Часть 10 из 30 В начало
Для доступа к библиотеке пройдите авторизацию
– Не знаю, Надя. Возможно, ты и права.
– Конечно же права, ничто так хорошо не стимулирует, как наглядный пример. Когда у тебя перед глазами жуткие казни твоих товарищей, которые поглумились над мирным населением, то невольно задумаешься, а не окажешься ли и ты на их месте, после того как сам жестоко казнишь мирное население.
– А что ты вообще им устроила? Я про такое даже и не слышал никогда.
– Напомнила этим сраным потомках нибелунгов, что мы тоже древний народ[6].
Делать нам тут больше было нечего, трофеев с эсэсовцев было кот наплакал – пара уцелевших грузовиков и пара десятков автоматов, которые мы прихватили с собой, пригодятся. Нам их не на себе нести, а оружия, как и патронов, много не бывает.
А нам надо снова запутать свой след, чтобы нам самим засаду не устроили и не засадили по самые гланды.
8 июля 1941 года. Штаб Гудериана
– Господин командующий, новые новости о механизированной группе русских.
– Что они в этот раз натворили, кого уничтожили? Я так понимаю, что вы их до сих пор не то что не уничтожили, но даже не нашли!

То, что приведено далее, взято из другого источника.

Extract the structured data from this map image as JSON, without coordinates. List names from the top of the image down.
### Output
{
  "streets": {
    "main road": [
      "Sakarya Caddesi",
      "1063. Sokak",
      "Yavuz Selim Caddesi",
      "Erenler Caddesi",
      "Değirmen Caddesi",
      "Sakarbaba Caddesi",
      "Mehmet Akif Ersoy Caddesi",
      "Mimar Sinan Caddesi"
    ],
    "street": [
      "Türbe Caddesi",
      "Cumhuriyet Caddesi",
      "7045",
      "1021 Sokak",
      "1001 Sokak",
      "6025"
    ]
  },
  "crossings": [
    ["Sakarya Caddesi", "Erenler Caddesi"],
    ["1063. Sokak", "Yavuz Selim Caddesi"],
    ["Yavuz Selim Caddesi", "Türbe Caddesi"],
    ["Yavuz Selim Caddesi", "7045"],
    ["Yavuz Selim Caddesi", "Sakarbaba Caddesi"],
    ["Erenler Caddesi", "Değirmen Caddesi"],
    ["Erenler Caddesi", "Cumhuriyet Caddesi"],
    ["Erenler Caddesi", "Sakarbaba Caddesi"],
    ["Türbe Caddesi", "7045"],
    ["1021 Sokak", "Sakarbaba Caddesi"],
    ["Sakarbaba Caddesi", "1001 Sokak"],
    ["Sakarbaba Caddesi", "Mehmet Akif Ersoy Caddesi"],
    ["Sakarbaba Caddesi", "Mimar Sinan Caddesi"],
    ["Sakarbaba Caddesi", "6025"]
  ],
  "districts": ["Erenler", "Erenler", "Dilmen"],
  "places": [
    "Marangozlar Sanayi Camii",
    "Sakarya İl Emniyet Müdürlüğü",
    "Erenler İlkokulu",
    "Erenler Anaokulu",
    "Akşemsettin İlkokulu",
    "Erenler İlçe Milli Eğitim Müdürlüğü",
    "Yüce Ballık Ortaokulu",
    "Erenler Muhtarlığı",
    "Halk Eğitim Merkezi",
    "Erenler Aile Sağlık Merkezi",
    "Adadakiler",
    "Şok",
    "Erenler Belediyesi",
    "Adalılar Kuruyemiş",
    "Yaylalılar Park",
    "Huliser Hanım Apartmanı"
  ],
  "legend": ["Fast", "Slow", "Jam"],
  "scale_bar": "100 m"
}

– Виноват, но это оказалось очень трудной задачей. Посланный на их поимку моторизованный батальон был полностью уничтожен ими в засаде. Потом их следы потерялись и только вчера снова проявились.
– Что на этот раз?
– Рота СС, рота гауптштурмфюрера СС Рольфа Радке проводила зачистку в одной из деревень, и как раз в тот момент, когда они сжигали в сарае местных жителей, там оказались русские. Девятерым выжившим солдатам вспороли животы и, прибив их кишки к столбу, заставили идти вперед, вытаскивая этим из своего живота свои кишки. Самому гауптштурмфюреру сделали кровавого орла.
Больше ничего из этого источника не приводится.